# Variador de impulsos de sensor de velocidad para cuadro de coche



## visito (Ene 12, 2009)

Necesito ayuda!. He puesto a mi coche un velocimetro digital de otro coche y no marca bien la velocidad. He probado a cambiar el sensor que mide la velocidad unas cuantas veces. He probado varios sensores de varios numeros de impulsos, pero nada de nada, no consigo que mida bien. Me gustaria que alguien me ayude y me indique como hacer un circuito con el que pueda ajustar el numero de impulsos que le llegan al velocimetro digital. 
Lo correcto seria que los impulsos que salen del sensor que tengo colocado en la caja de cambios ( cambio de marchas ) se pudieran variar con algún circuito y algún potenciometro de ajuste o similar, es decir que pudiera ajustar los impulsos que le llegan al cuadro del sensor a mi libre antojo, por si algún dia cambio el diametro de ruedas y volviera a variar la velocidad del coche.
Bueno espero vuestra ayuda.
Gracias


----------



## bofocastillo (Ene 12, 2009)

visito dijo:
			
		

> Lo correcto seria que los impulsos que salen del sensor que tengo colocado en la caja de cambios ( cambio de marchas ) se pudieran variar con algún circuito y algún potenciometro de ajuste o similar, es decir que pudiera ajustar los impulsos que le llegan al cuadro del sensor a mi libre antojo, por si algún dia cambio el diametro de ruedas y volviera a variar la velocidad del coche.
> Bueno espero vuestra ayuda.
> Gracias



Para el velocímetro la señal debe ser tomada del sensor de velocidad de alguna rueda (puede ser de la señal que llega al tablero, al módulo del ABS/ESP ó -si tu auto es VAG, y la tiene- de la señal de GALA de la radio). La señal que viene de la transmisión no te sirve como velocímetro.

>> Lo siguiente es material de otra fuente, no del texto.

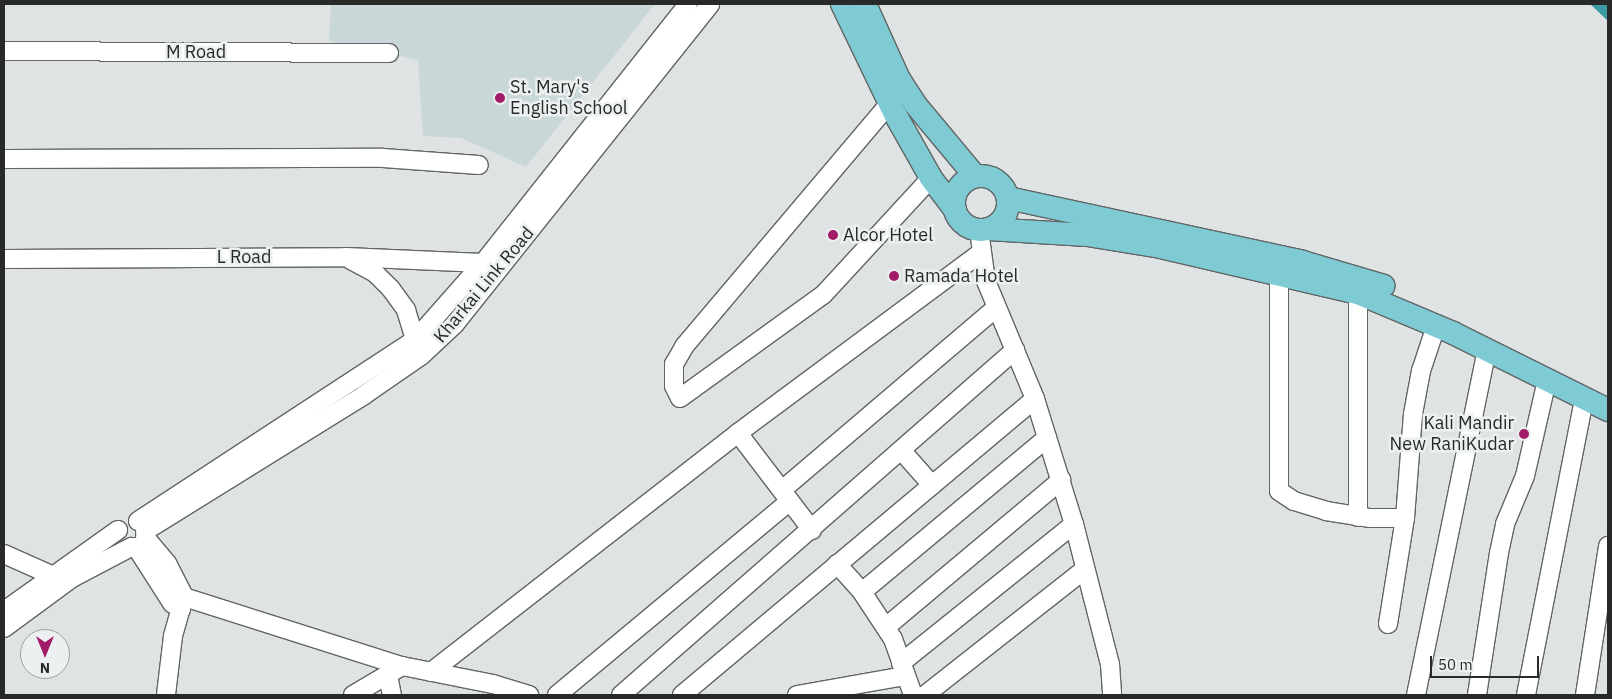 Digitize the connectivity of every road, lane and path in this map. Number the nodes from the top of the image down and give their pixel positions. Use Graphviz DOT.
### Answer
graph roads {
  1 [pos="688,4"];
  2 [pos="710,4"];
  3 [pos="842,4"];
  4 [pos="865,4"];
  5 [pos="4,50"];
  6 [pos="389,53"];
  7 [pos="889,104"];
  8 [pos="4,158"];
  9 [pos="479,165"];
  10 [pos="975,176"];
  11 [pos="931,178"];
  12 [pos="1008,198"];
  13 [pos="955,210"];
  14 [pos="984,229"];
  15 [pos="980,253"];
  16 [pos="346,257"];
  17 [pos="4,259"];
  18 [pos="483,263"];
  19 [pos="1279,274"];
  20 [pos="1358,293"];
  21 [pos="996,308"];
  22 [pos="1447,323"];
  23 [pos="415,340"];
  24 [pos="1015,350"];
  25 [pos="1487,350"];
  26 [pos="1547,380"];
  27 [pos="1608,394"];
  28 [pos="1035,399"];
  29 [pos="1584,399"];
  30 [pos="1608,410"];
  31 [pos="738,433"];
  32 [pos="1047,438"];
  33 [pos="901,450"];
  34 [pos="1061,480"];
  35 [pos="932,485"];
  36 [pos="786,496"];
  37 [pos="1358,517"];
  38 [pos="1405,518"];
  39 [pos="1074,524"];
  40 [pos="812,530"];
  41 [pos="139,537"];
  42 [pos="1608,546"];
  43 [pos="4,554"];
  44 [pos="837,564"];
  45 [pos="1085,569"];
  46 [pos="51,575"];
  47 [pos="862,592"];
  48 [pos="183,603"];
  49 [pos="4,611"];
  50 [pos="1388,624"];
  51 [pos="886,627"];
  52 [pos="4,628"];
  53 [pos="903,669"];
  54 [pos="395,670"];
  55 [pos="431,672"];
  56 [pos="493,690"];
  57 [pos="166,695"];
  58 [pos="352,695"];
  59 [pos="392,695"];
  60 [pos="529,695"];
  61 [pos="557,695"];
  62 [pos="621,695"];
  63 [pos="682,695"];
  64 [pos="798,695"];
  65 [pos="913,695"];
  66 [pos="924,695"];
  67 [pos="1112,695"];
  68 [pos="1416,695"];
  69 [pos="1477,695"];
  70 [pos="1526,695"];
  71 [pos="1584,695"];
  1 -- 18 [label="street"];
  2 -- 41 [label="street, Kharkai Link Road"];
  3 -- 7 [label="main road"];
  4 -- 10 [label="main road"];
  5 -- 6 [label="street, M Road"];
  7 -- 11 [label="main road"];
  7 -- 11 [label="street"];
  8 -- 9 [label="street"];
  10 -- 12 [label="main road"];
  10 -- 13 [label="main road"];
  11 -- 13 [label="main road"];
  12 -- 14 [label="main road"];
  12 -- 22 [label="main road"];
  13 -- 14 [label="main road"];
  14 -- 15 [label="street"];
  14 -- 19 [label="main road"];
  15 -- 21 [label="street"];
  15 -- 31 [label="street"];
  16 -- 17 [label="street, L Road"];
  16 -- 18 [label="street, L Road"];
  16 -- 23 [label="street"];
  18 -- 23 [label="street"];
  19 -- 20 [label="main road"];
  19 -- 37 [label="street"];
  20 -- 22 [label="main road"];
  20 -- 37 [label="street"];
  21 -- 24 [label="street"];
  21 -- 36 [label="street"];
  22 -- 25 [label="main road"];
  22 -- 27 [label="main road"];
  22 -- 38 [label="street"];
  23 -- 41 [label="street"];
  24 -- 28 [label="street"];
  24 -- 33 [label="street"];
  25 -- 26 [label="main road"];
  25 -- 68 [label="street"];
  26 -- 29 [label="main road"];
  26 -- 69 [label="street"];
  28 -- 32 [label="street"];
  28 -- 35 [label="street"];
  29 -- 30 [label="main road"];
  29 -- 70 [label="street"];
  31 -- 36 [label="street"];
  31 -- 55 [label="street"];
  32 -- 34 [label="street"];
  32 -- 47 [label="street"];
  33 -- 35 [label="street"];
  33 -- 40 [label="street"];
  34 -- 39 [label="street"];
  34 -- 51 [label="street"];
  35 -- 44 [label="street"];
  36 -- 40 [label="street"];
  36 -- 61 [label="street"];
  37 -- 38 [label="street"];
  38 -- 50 [label="street"];
  39 -- 45 [label="street"];
  39 -- 53 [label="street"];
  40 -- 62 [label="street"];
  41 -- 46 [label="street"];
  41 -- 48 [label="street"];
  41 -- 52 [label="street, Kharkai Link Road"];
  42 -- 71 [label="street"];
  43 -- 46 [label="street"];
  44 -- 47 [label="street"];
  44 -- 63 [label="street"];
  45 -- 66 [label="street"];
  45 -- 67 [label="street"];
  46 -- 49 [label="street"];
  47 -- 51 [label="street"];
  48 -- 54 [label="street"];
  48 -- 57 [label="street"];
  51 -- 53 [label="street"];
  53 -- 64 [label="street"];
  53 -- 65 [label="street"];
  54 -- 55 [label="street"];
  54 -- 58 [label="street"];
  54 -- 59 [label="street"];
  55 -- 56 [label="street"];
  56 -- 60 [label="street"];
}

En general, la señal que viene del sensor de velocidad debe de verse como en la imagen


----------



## visito (Ene 12, 2009)

El sensor que digo que va colocado en la caja de cambios no lo he puesto yo, vienecolocado  de fabrica, se denomina transductor de velocidad. Lo que ocurre es que el cuadro que le he puesto no es el de mi coche y no corresponde con el trasductor, con las ruedas y con la caja de cambios del coche que monta el cuadro que yo he colocado. He probado a ponerle el trasductor del coche que monta el cuadro, pero tien un error de 30km. Por esto y por buscar una solución efectiva necesito un circuito que me permitar austar la frecuencia del impulso que recibe el cuadro y que a su vez tambien lo recibe el ordenador de abordo.


----------



## bofocastillo (Ene 12, 2009)

Pues se me ocurre que puedes utilizar un convertidor de frecuencia en voltaje y después uno de voltaje en frecuencia. En el medio de esos dos haces el ajuste (restando o sumando -no mencionas si el error es de 30km/h arriba o abajo- un voltaje que sea el equivalente a esos 30 km/h)


----------



## visito (Ene 12, 2009)

30Km. de mas. conoces algún circito ya diseñado para que lo pueda hacer?


----------



## bofocastillo (Ene 14, 2009)

visito dijo:
			
		

> 30Km. de mas. conoces algún circito ya diseñado para que lo pueda hacer?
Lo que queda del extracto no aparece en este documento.